Démission collective
Dès le début du mois de mai, le syndicat a alerté sur le risque de saturation des hôpitaux, réclamant un strict confinement de la population et une amélioration des conditions de travail du personnel soignant. Face à la multiplication des critiques, le régime du président Abdel Fattah Al-Sissi a durci le ton. Les médias aux ordres du pouvoir n’hésitent plus à dénigrer ceux qu’ils louaient encore, il y a quelques semaines, comme « l’armée blanche égyptienne ». Et, alors que plus de 500 personnes ont déjà été arrêtées pour avoir critiqué la gestion de l’épidémie par le gouvernement, selon le Réseau arabe d’information sur les droits de l’homme, les médecins sont à leur tour la cible de la répression. (...)
« La sûreté nationale menace de nous arrêter si l’on parle dans les médias ou sur les réseaux sociaux, ou si l’on démissionne », s’insurge mardi Ahmed, citant le cas de deux confrères arrêtés pour s’être exprimés sur leur page Facebook. Jeudi, le jeune médecin a été arrêté à son tour. « Il est très difficile de dire combien de médecins ont été arrêtés », commente l’avocat Mohamed Issa, qui a eu connaissance d’une dizaine de cas au moins. (...)
Le bras de fer entre l’Etat et le personnel soignant s’est tendu après la mort, le 25 mai, de Walid Yahia, un médecin âgé de 32 ans, des suites du virus sans avoir pu obtenir de lit dans un hôpital de quarantaine. Des dizaines de ses confrères à l’hôpital général de Mounira, au Caire, ont publié une lettre de démission collective sur Facebook. Haussant le ton, le syndicat des médecins a imputé la « responsabilité » de la hausse des cas de contamination et de décès chez les médecins au ministère de la santé, le menaçant de poursuites judiciaires pour ce qu’il a assimilé à un « homicide par négligence » à l’échelle de la profession. Il a averti d’un « possible effondrement total du système de santé qui pourrait mener à une catastrophe sanitaire (…) si le ministère persiste dans sa passivité et sa négligence ». (...)
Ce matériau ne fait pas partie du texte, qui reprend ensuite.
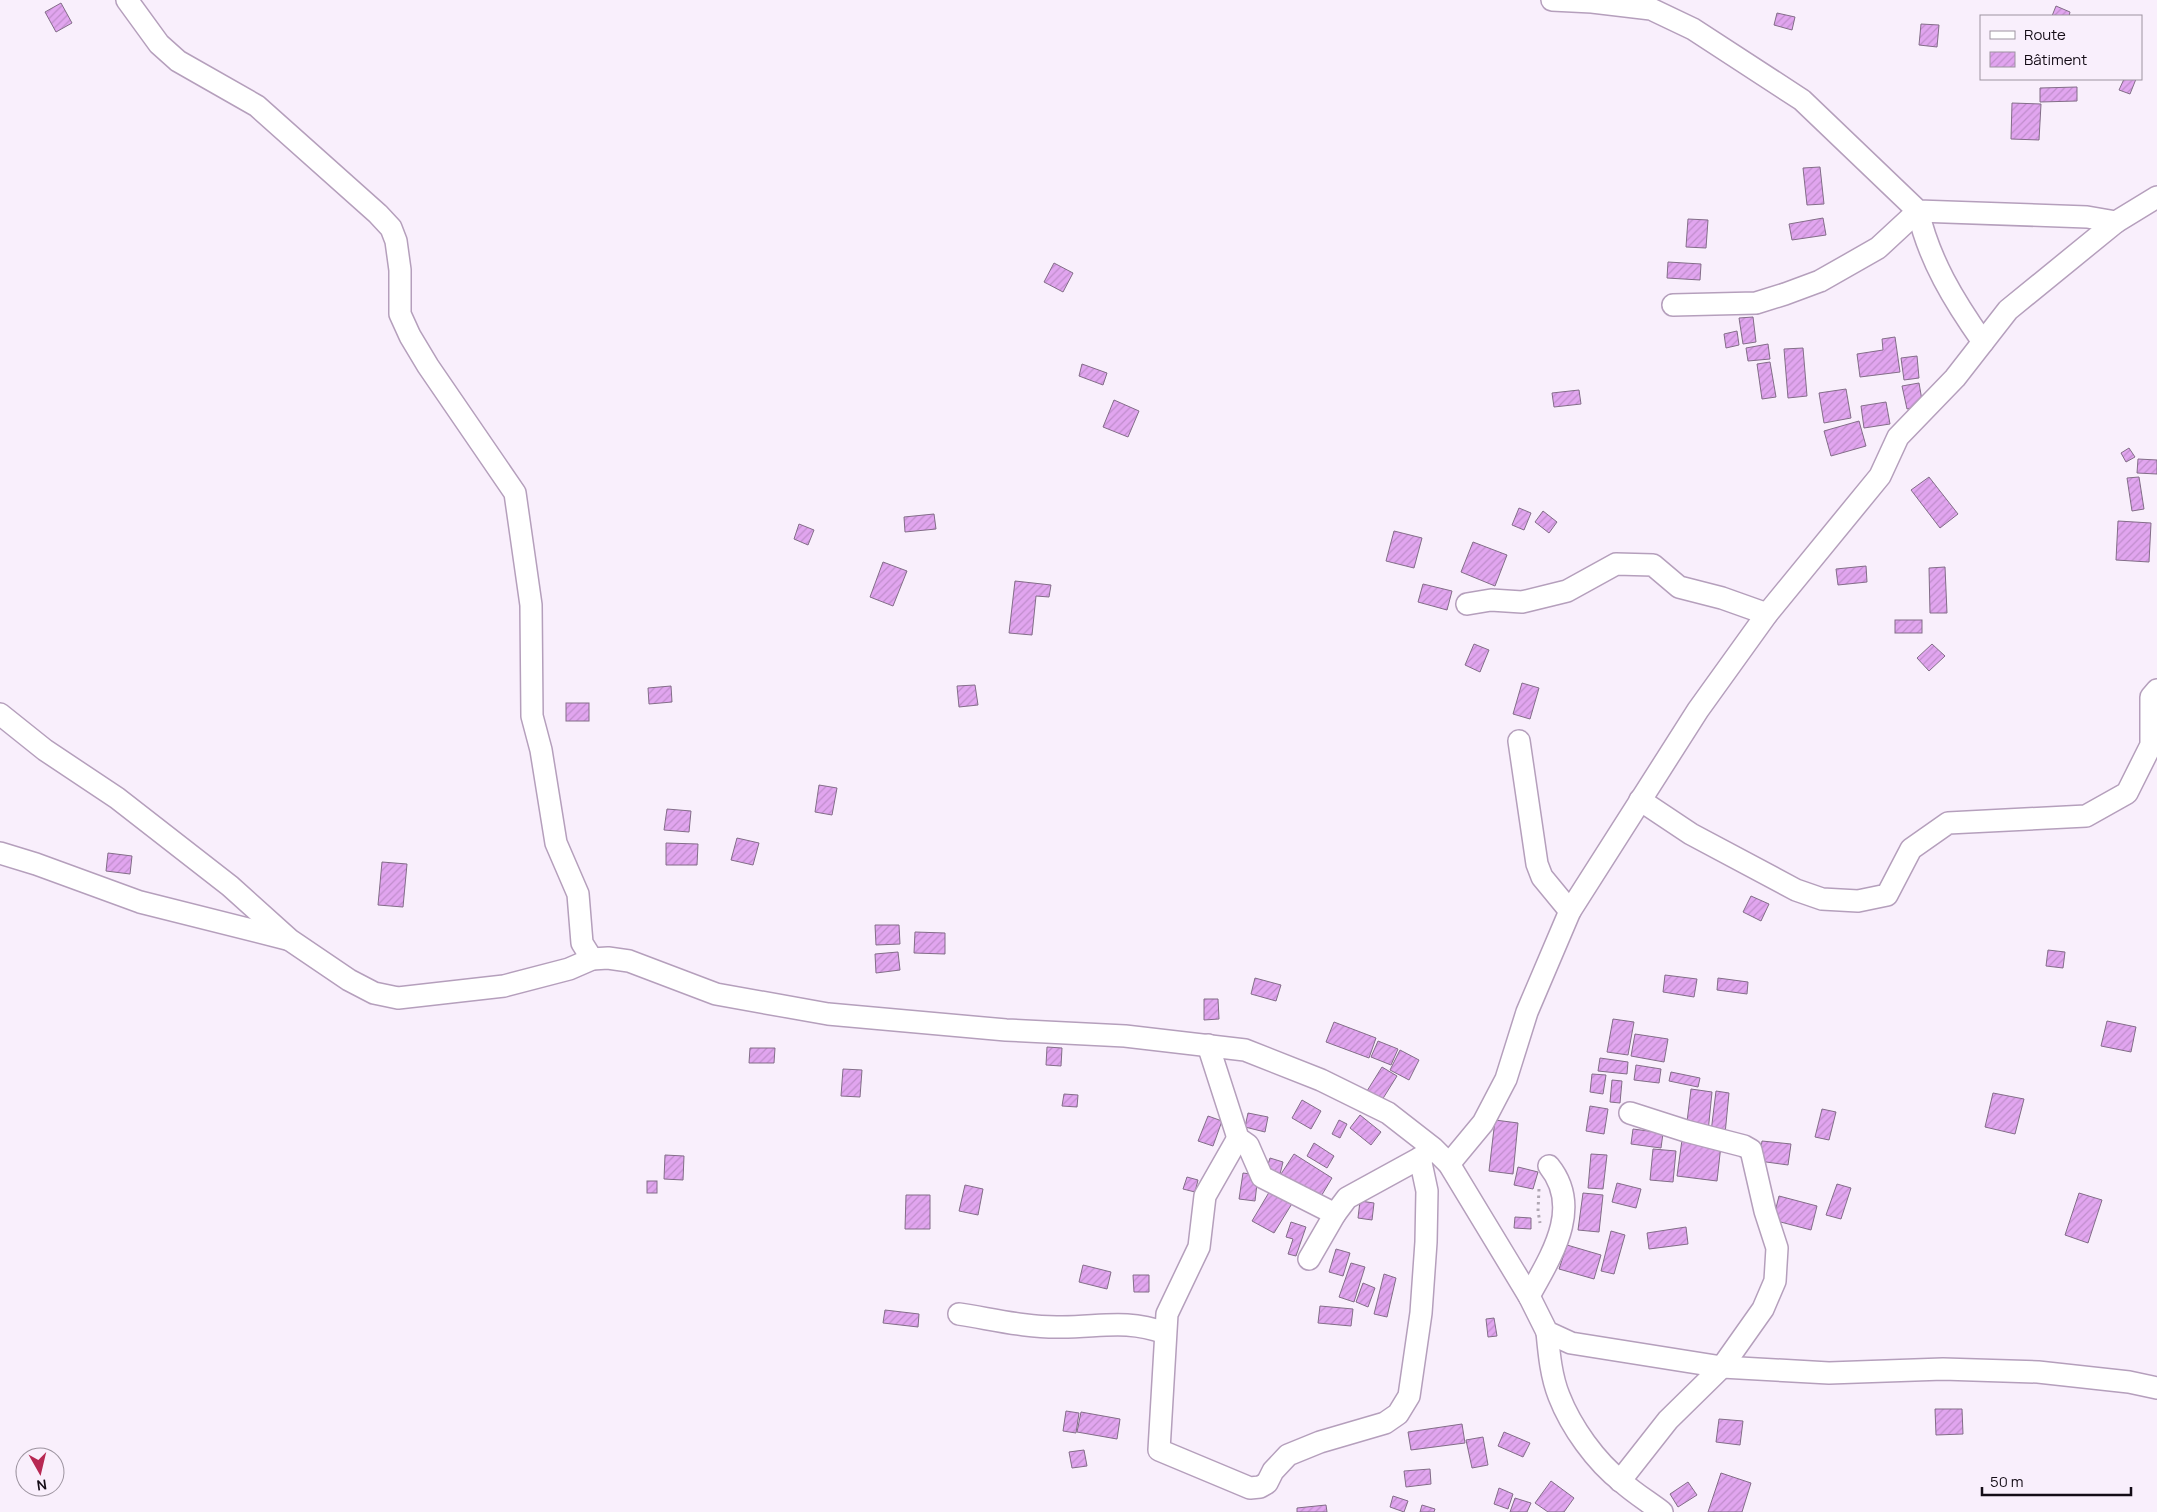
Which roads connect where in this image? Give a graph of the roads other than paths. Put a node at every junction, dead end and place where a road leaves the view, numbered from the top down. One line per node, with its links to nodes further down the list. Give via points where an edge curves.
1 (126, 0): 17 (street, via 159,44 178,61 257,106 391,228 400,270 400,314 410,336 515,493 531,605 532,716 541,750 556,843 578,894 582,943)
2 (1552, 0): 4 (street, via 1651,9 1693,28 1802,100)
3 (2157, 197): 5 (street)
4 (1918, 211): 5 (street, via 2086,217); 6 (street, via 1878,248 1820,281 1756,303); 7 (street, via 1923,235 1942,279)
5 (2116, 222): 7 (street, via 2008,310)
6 (1673, 305)
7 (1982, 342): 9 (street, via 1955,378 1898,437 1880,476)
8 (1468, 604): 9 (street, via 1491,600 1522,602 1567,591 1616,564 1653,565 1679,587)
9 (1767, 614): 13 (street, via 1698,710)
10 (2157, 690): 13 (street, via 2151,697 2151,745 2127,792 2086,816 1948,823 1911,850 1887,895 1858,901 1822,899 1796,890 1691,834)
11 (0, 714): 16 (street, via 170,839 230,886)
12 (1519, 741): 15 (street, via 1537,864 1542,877)
13 (1640, 800): 15 (street)
14 (0, 853): 16 (street, via 140,902)
15 (1570, 911): 22 (street, via 1527,1012 1506,1079 1483,1123)
16 (290, 940): 17 (street, via 349,980 374,993 398,998 504,986 570,969)
17 (592, 959): 18 (street, via 629,960 716,994 828,1014)
18 (1208, 1045): 20 (street); 21 (street, via 1245,1050 1321,1080 1388,1113)
19 (1630, 1113): 30 (street, via 1751,1150 1777,1248 1776,1281 1764,1309)
20 (1238, 1138): 24 (street, via 1248,1146 1262,1177); 29 (street, via 1205,1196 1199,1247 1168,1314)
21 (1427, 1153): 22 (street); 24 (street, via 1347,1198); 29 (street, via 1421,1313 1409,1396 1398,1414 1385,1423 1288,1455 1267,1483 1250,1488 1159,1450)
22 (1449, 1164): 26 (street)
23 (1549, 1166): 26 (street, via 1563,1190 1562,1227 1557,1245)
24 (1335, 1214): 25 (street)
25 (1309, 1259)
26 (1529, 1296): 28 (street)
27 (958, 1314): 29 (street, via 1061,1327 1100,1324 1145,1326)
28 (1547, 1332): 30 (street, via 1571,1344); 32 (street, via 1559,1396 1572,1423)
29 (1165, 1334)
30 (1722, 1367): 31 (street, via 1829,1372 1943,1369 2038,1372); 32 (street, via 1668,1420)
31 (2157, 1388)
32 (1620, 1481): 33 (street)
33 (1662, 1512)

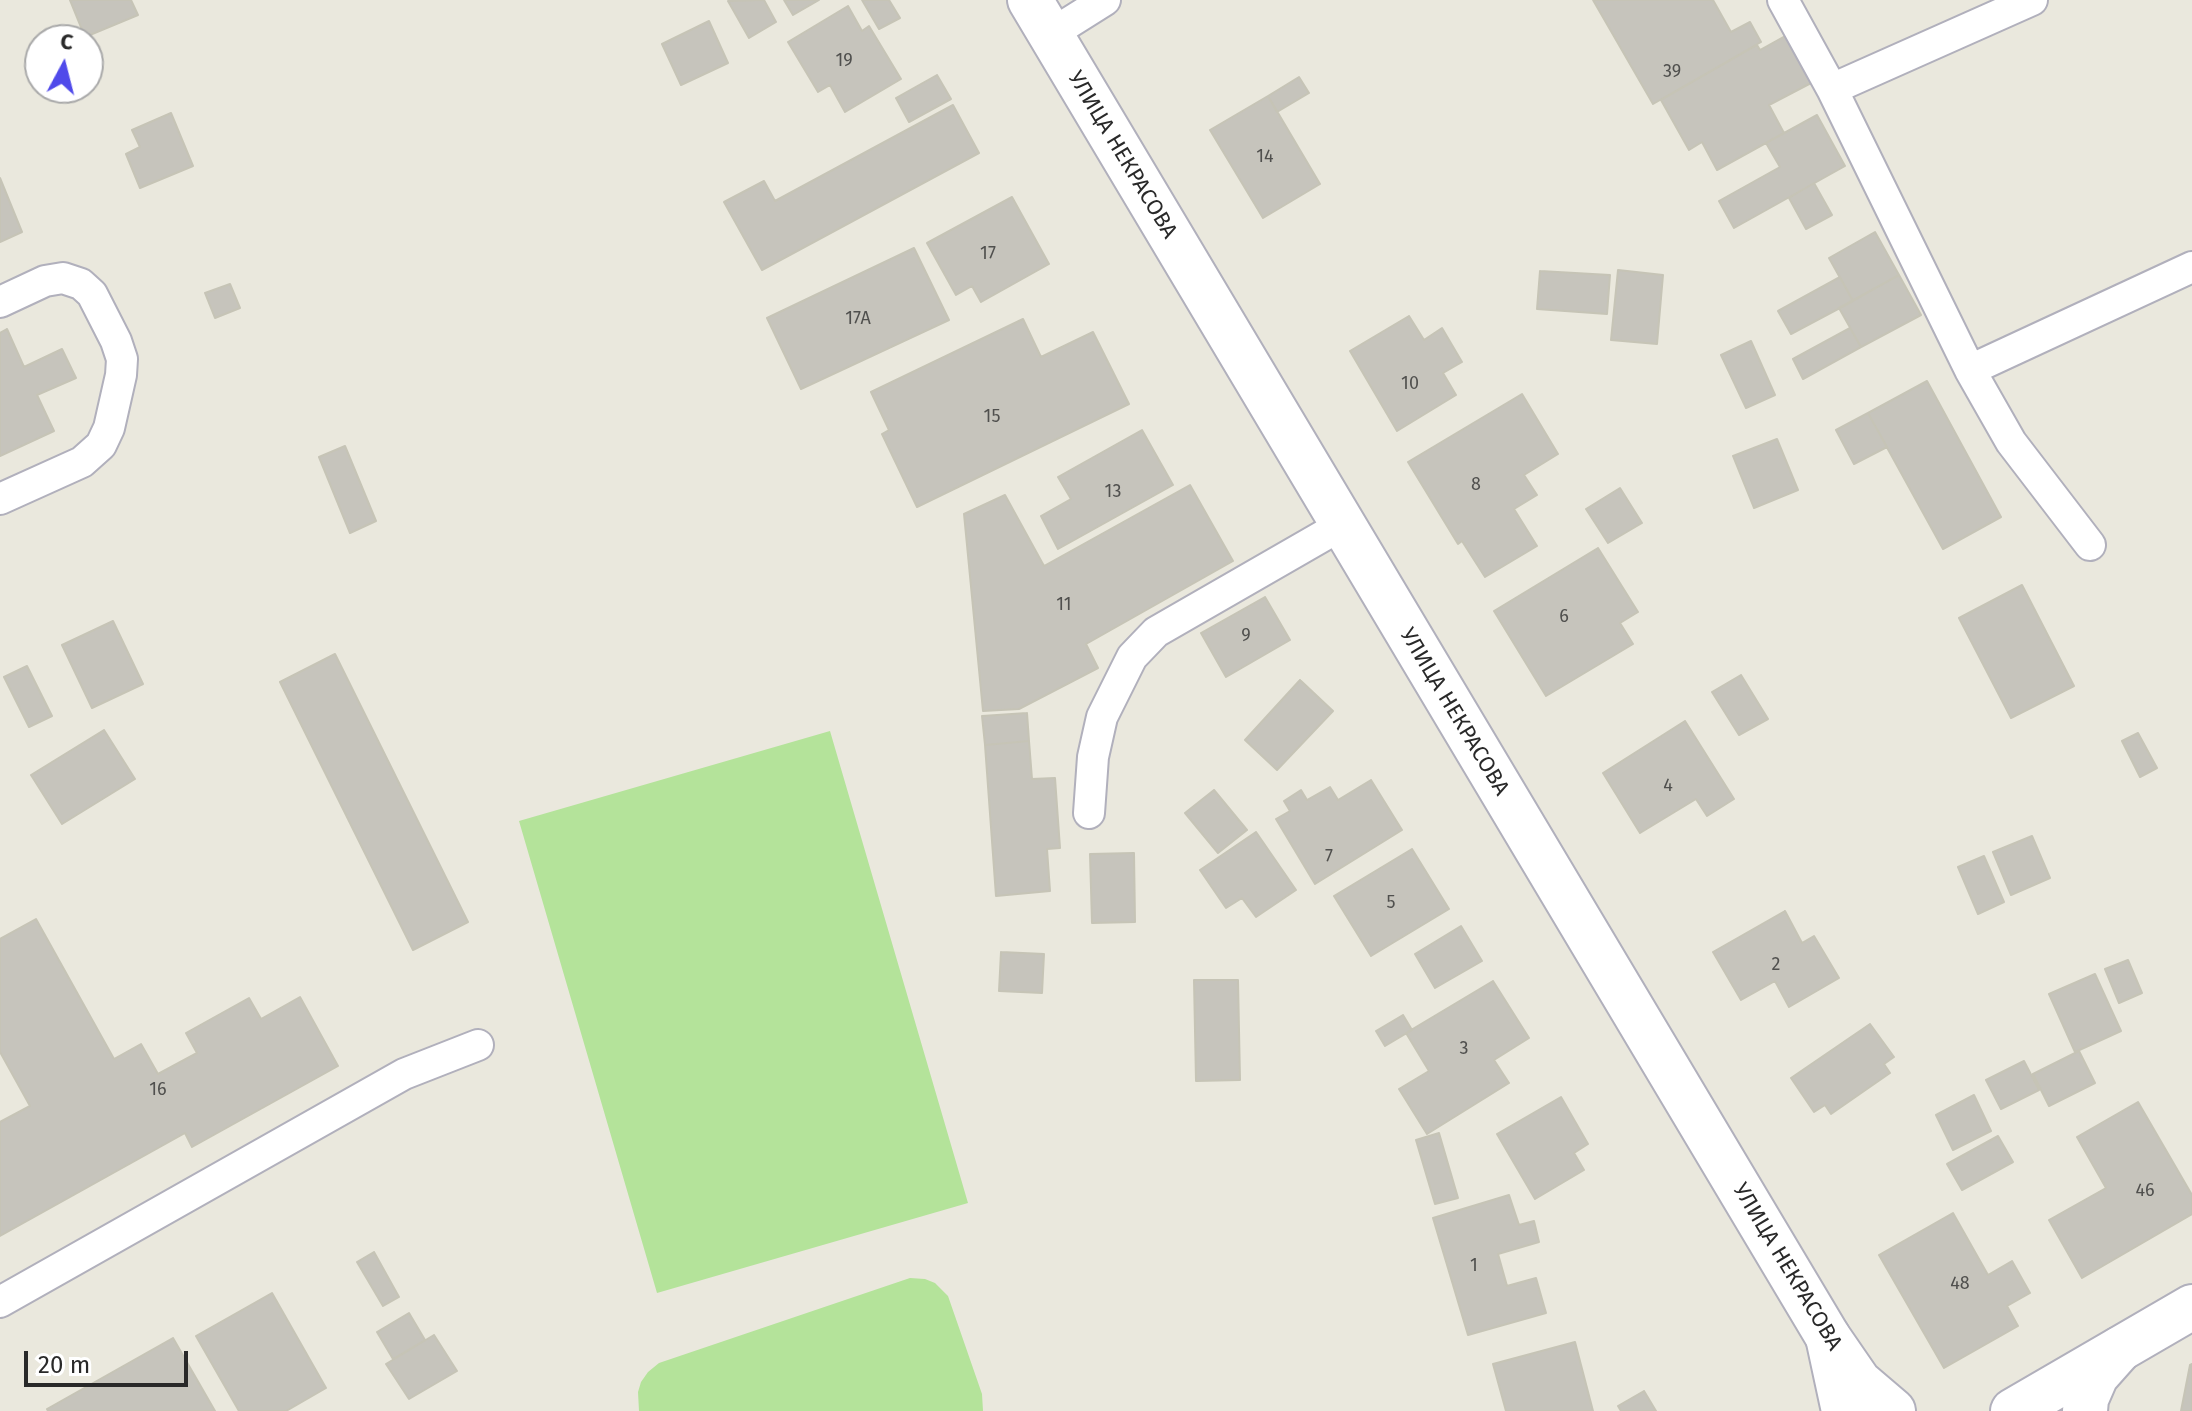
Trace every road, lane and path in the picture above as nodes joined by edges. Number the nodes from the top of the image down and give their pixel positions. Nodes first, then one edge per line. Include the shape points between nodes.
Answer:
1 (1105, 0) edge
2 (1783, 0) edge
3 (2032, 0) edge
4 (1040, 17) edge
5 (1832, 89) junction
6 (2192, 267) edge
7 (0, 302) edge
8 (1970, 370) junction
9 (0, 499) edge
10 (1342, 525) junction
11 (2090, 545) dead end
12 (1089, 813) dead end
13 (478, 1045) dead end
14 (0, 1302) edge
15 (2192, 1307) edge
16 (1828, 1337) junction
17 (2120, 1349) junction
18 (1844, 1411) edge
19 (1893, 1411) edge
20 (2013, 1411) edge
21 (2085, 1411) edge

1 - 4 lane
2 - 5 lane
3 - 5 lane
4 - 10 street, УЛИЦА НЕКРАСОВА
5 - 8 lane
6 - 8 lane
7 - 9 lane via 45,281 63,278 81,284 92,294 122,359 101,445 82,462
8 - 11 lane via 2011,442
10 - 12 lane via 1156,632 1132,657 1102,717
10 - 16 street, УЛИЦА НЕКРАСОВА
13 - 14 lane via 404,1074
15 - 17 street
16 - 18 street
16 - 19 street, УЛИЦА НЕКРАСОВА via 1859,1382
17 - 20 street
17 - 21 street via 2096,1376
Le syndicat des médecins déplore aussi le manque de praticiens et de formations au traitement du Covid-19. Du fait de la pénurie de médecins en Egypte (1 pour 1 000 habitants), « des médecins âgés, enceintes ou jeunes mères ont été appelés à travailler dans les cliniques de quarantaine, ce qui est dangereux pour eux », déplore Ehab El-Taher.
Lundi, le premier ministre, Mostafa Madbouli, a ordonné à l’administration hospitalière de prendre des mesures disciplinaires contre tout praticien absent et d’empêcher les soignants de prendre des congés dans les deux mois à venir.
Le pic de la pandémie semble encore loin d’être atteint. (...)
« La situation est encore sous contrôle, mais les semaines à venir seront le véritable test pour le système de santé », analyse Ayman Sabae, chercheur en droit de la santé à l’Initiative égyptienne pour les droits personnels (EIPR).
Sur les réseaux sociaux, les vidéos et témoignages de patients refusés par des hôpitaux se multiplient. (...)
Avec l’objectif affiché de « coexister avec le virus », les autorités égyptiennes ont déjà commencé à rouvrir hôtels, usines et administrations publiques, tout en maintenant les mesures de distanciation physique, dont le port du masque obligatoire, que déjà certains ne respectent plus.